AIM OF THE TASK:
Each entry in the listing must be set down again word for word.

+++ SUPPLIED INFORMATION

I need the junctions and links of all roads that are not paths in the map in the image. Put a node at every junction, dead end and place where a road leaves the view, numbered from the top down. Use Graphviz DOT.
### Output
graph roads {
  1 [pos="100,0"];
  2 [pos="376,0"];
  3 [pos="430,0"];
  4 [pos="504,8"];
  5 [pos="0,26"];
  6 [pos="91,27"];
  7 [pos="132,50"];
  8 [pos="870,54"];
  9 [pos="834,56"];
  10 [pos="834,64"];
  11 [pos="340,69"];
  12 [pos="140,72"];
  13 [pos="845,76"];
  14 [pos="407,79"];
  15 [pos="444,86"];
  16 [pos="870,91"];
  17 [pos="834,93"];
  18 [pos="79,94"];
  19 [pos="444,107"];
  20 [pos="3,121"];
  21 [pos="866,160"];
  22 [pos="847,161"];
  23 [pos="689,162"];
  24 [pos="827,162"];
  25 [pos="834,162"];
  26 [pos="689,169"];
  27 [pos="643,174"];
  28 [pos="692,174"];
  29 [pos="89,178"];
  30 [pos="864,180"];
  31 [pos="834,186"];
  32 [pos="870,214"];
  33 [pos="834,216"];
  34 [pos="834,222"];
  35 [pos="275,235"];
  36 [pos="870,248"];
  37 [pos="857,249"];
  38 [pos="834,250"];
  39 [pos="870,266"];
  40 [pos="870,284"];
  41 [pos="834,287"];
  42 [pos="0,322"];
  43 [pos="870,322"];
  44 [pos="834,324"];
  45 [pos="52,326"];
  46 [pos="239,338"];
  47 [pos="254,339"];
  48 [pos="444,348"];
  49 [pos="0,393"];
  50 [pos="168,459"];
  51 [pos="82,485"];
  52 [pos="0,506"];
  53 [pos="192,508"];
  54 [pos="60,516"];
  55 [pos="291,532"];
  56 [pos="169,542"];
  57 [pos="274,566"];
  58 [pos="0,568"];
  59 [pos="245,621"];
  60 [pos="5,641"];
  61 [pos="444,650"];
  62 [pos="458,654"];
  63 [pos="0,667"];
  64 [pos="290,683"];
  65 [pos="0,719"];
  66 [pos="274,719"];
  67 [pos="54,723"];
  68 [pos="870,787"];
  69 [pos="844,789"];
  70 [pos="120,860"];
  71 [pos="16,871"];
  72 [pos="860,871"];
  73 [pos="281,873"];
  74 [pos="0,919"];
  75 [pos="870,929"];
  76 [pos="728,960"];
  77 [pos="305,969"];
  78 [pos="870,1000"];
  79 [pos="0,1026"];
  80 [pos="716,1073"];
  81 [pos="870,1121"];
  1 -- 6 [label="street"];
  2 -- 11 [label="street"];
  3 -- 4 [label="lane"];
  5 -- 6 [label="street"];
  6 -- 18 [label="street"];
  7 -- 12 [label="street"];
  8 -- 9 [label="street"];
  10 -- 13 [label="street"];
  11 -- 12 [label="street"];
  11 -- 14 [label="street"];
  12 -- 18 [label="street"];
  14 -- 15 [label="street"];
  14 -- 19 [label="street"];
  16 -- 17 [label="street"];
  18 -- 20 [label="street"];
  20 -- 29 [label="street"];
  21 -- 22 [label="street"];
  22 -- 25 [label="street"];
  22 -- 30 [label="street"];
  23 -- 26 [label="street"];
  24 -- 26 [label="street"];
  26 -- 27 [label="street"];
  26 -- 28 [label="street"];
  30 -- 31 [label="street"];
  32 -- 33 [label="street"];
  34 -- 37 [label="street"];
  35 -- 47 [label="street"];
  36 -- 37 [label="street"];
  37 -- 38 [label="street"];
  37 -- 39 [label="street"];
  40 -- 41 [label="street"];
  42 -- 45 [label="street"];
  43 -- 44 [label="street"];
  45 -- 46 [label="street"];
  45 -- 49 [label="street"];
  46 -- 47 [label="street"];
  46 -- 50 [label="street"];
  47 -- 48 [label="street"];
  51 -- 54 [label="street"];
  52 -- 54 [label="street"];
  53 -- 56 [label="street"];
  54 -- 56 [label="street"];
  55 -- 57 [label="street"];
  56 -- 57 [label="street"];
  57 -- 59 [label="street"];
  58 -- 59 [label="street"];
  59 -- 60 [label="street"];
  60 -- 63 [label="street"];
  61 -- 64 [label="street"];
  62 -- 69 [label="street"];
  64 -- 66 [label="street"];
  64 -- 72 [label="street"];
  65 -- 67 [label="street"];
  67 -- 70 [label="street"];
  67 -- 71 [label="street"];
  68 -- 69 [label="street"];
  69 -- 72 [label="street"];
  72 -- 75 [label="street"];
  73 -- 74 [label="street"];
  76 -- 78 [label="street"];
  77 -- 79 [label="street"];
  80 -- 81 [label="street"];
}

++++++

RESPONSE FOR THIS EXERCISE:
I need the junctions and links of all roads that are not paths in the map in the image. Put a node at every junction, dead end and place where a road leaves the view, numbered from the top down. Use Graphviz DOT.
### Output
graph roads {
  1 [pos="100,0"];
  2 [pos="376,0"];
  3 [pos="430,0"];
  4 [pos="504,8"];
  5 [pos="0,26"];
  6 [pos="91,27"];
  7 [pos="132,50"];
  8 [pos="870,54"];
  9 [pos="834,56"];
  10 [pos="834,64"];
  11 [pos="340,69"];
  12 [pos="140,72"];
  13 [pos="845,76"];
  14 [pos="407,79"];
  15 [pos="444,86"];
  16 [pos="870,91"];
  17 [pos="834,93"];
  18 [pos="79,94"];
  19 [pos="444,107"];
  20 [pos="3,121"];
  21 [pos="866,160"];
  22 [pos="847,161"];
  23 [pos="689,162"];
  24 [pos="827,162"];
  25 [pos="834,162"];
  26 [pos="689,169"];
  27 [pos="643,174"];
  28 [pos="692,174"];
  29 [pos="89,178"];
  30 [pos="864,180"];
  31 [pos="834,186"];
  32 [pos="870,214"];
  33 [pos="834,216"];
  34 [pos="834,222"];
  35 [pos="275,235"];
  36 [pos="870,248"];
  37 [pos="857,249"];
  38 [pos="834,250"];
  39 [pos="870,266"];
  40 [pos="870,284"];
  41 [pos="834,287"];
  42 [pos="0,322"];
  43 [pos="870,322"];
  44 [pos="834,324"];
  45 [pos="52,326"];
  46 [pos="239,338"];
  47 [pos="254,339"];
  48 [pos="444,348"];
  49 [pos="0,393"];
  50 [pos="168,459"];
  51 [pos="82,485"];
  52 [pos="0,506"];
  53 [pos="192,508"];
  54 [pos="60,516"];
  55 [pos="291,532"];
  56 [pos="169,542"];
  57 [pos="274,566"];
  58 [pos="0,568"];
  59 [pos="245,621"];
  60 [pos="5,641"];
  61 [pos="444,650"];
  62 [pos="458,654"];
  63 [pos="0,667"];
  64 [pos="290,683"];
  65 [pos="0,719"];
  66 [pos="274,719"];
  67 [pos="54,723"];
  68 [pos="870,787"];
  69 [pos="844,789"];
  70 [pos="120,860"];
  71 [pos="16,871"];
  72 [pos="860,871"];
  73 [pos="281,873"];
  74 [pos="0,919"];
  75 [pos="870,929"];
  76 [pos="728,960"];
  77 [pos="305,969"];
  78 [pos="870,1000"];
  79 [pos="0,1026"];
  80 [pos="716,1073"];
  81 [pos="870,1121"];
  1 -- 6 [label="street"];
  2 -- 11 [label="street"];
  3 -- 4 [label="lane"];
  5 -- 6 [label="street"];
  6 -- 18 [label="street"];
  7 -- 12 [label="street"];
  8 -- 9 [label="street"];
  10 -- 13 [label="street"];
  11 -- 12 [label="street"];
  11 -- 14 [label="street"];
  12 -- 18 [label="street"];
  14 -- 15 [label="street"];
  14 -- 19 [label="street"];
  16 -- 17 [label="street"];
  18 -- 20 [label="street"];
  20 -- 29 [label="street"];
  21 -- 22 [label="street"];
  22 -- 25 [label="street"];
  22 -- 30 [label="street"];
  23 -- 26 [label="street"];
  24 -- 26 [label="street"];
  26 -- 27 [label="street"];
  26 -- 28 [label="street"];
  30 -- 31 [label="street"];
  32 -- 33 [label="street"];
  34 -- 37 [label="street"];
  35 -- 47 [label="street"];
  36 -- 37 [label="street"];
  37 -- 38 [label="street"];
  37 -- 39 [label="street"];
  40 -- 41 [label="street"];
  42 -- 45 [label="street"];
  43 -- 44 [label="street"];
  45 -- 46 [label="street"];
  45 -- 49 [label="street"];
  46 -- 47 [label="street"];
  46 -- 50 [label="street"];
  47 -- 48 [label="street"];
  51 -- 54 [label="street"];
  52 -- 54 [label="street"];
  53 -- 56 [label="street"];
  54 -- 56 [label="street"];
  55 -- 57 [label="street"];
  56 -- 57 [label="street"];
  57 -- 59 [label="street"];
  58 -- 59 [label="street"];
  59 -- 60 [label="street"];
  60 -- 63 [label="street"];
  61 -- 64 [label="street"];
  62 -- 69 [label="street"];
  64 -- 66 [label="street"];
  64 -- 72 [label="street"];
  65 -- 67 [label="street"];
  67 -- 70 [label="street"];
  67 -- 71 [label="street"];
  68 -- 69 [label="street"];
  69 -- 72 [label="street"];
  72 -- 75 [label="street"];
  73 -- 74 [label="street"];
  76 -- 78 [label="street"];
  77 -- 79 [label="street"];
  80 -- 81 [label="street"];
}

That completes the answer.